Comments frequently came from students and civic organizations who asked to be able to see maps well before they’re voted on, allowing for rigorous public debate. They’re seeking ground rules that give them more of a voice when politicians choose which voters they represent.
Sunny Park, a high school student, said maps that reflect city and community boundaries will encourage participation in politics.
“First-time voters like us have a hard time knowing which communities our representatives represent,” Park said. “Ensure that our future Georgia voters will have much simpler, better represented districts.”
Karuna Ramachandran of the Georgia Redistricting Alliance, an advocacy organization focused on equitable redistricting for people of color, the LGBTQ community and immigrants, said Tuesday’s public forum failed to accomplish much.
“These meetings seem to be an effort to check a box rather than creating pathways for meaningful public involvement,” Ramachandran said.
The outcome of redistricting later this year will have consequences for years to come, helping define representation in Congress, the state House and the state Senate long before voters go the polls.
Each district must have roughly the same number of voters after the state’s population grew by 1 million, reaching a total of 10.7 million residents.
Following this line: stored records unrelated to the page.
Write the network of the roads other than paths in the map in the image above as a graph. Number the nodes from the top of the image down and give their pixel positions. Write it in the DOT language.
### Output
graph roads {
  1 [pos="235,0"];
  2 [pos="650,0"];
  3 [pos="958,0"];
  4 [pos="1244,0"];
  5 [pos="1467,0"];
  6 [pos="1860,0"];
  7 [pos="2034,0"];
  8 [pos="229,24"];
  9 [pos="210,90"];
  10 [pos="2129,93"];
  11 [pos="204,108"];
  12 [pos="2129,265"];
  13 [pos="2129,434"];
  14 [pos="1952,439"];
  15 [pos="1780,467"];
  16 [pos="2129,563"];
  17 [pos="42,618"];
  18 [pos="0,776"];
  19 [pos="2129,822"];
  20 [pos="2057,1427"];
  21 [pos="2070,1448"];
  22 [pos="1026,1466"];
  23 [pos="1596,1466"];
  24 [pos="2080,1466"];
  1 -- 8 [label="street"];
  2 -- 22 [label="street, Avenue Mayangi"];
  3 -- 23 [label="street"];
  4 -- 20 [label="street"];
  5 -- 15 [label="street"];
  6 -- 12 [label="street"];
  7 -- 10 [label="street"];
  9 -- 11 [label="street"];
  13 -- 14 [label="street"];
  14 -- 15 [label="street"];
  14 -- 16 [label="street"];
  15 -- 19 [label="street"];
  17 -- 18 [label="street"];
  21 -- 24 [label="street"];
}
But the shape of those districts can be decided by legislators.
The Republican majority in the General Assembly will attempt to approve maps that increase their control of 58% of state legislative districts, and Democrats will try to stop them while also preserving their own seats. Lawsuits challenging the fairness of maps could follow.
On the congressional level, Democrats worry that suburban U.S. House districts represented by U.S. Reps. Carolyn Bourdeaux and Lucy McBath could be combined in a way that results in an additional Republican seat.
Gerald Hutchinson, a retiree, told legislators that they should try to make districts that are more competitive between Republicans and Democrats. He wants moderate politicians to have a better chance of winning elections.
“We are too partisan, too polarized and too divided in our politics,” Hutchinson said. “I don’t like it that politicians get to pick their voters by gerrymandering their districts.”
Redistricting in Georgia
Here’s how the redistricting process will work out this year:
Summer: State lawmakers hold 11 town hall meetings to hear from the public about the once-in-a-decade process of redrawing Georgia’s political boundaries.
By Sept. 30: The U.S. Census Bureau will release detailed data that will be used for redistricting, including population counts by race, voting age and housing occupancy status.
Late fall: The Georgia General Assembly will convene a special session at the state Capitol to create new borders for state House, state Senate and U.S. House districts.
Nov. 8, 2022: Elections for governor, statewide offices, 236 state legislative districts, 14 U.S. House members and the U.S. Senate seat held by Democratic U.S. Sen. Raphael Warnock.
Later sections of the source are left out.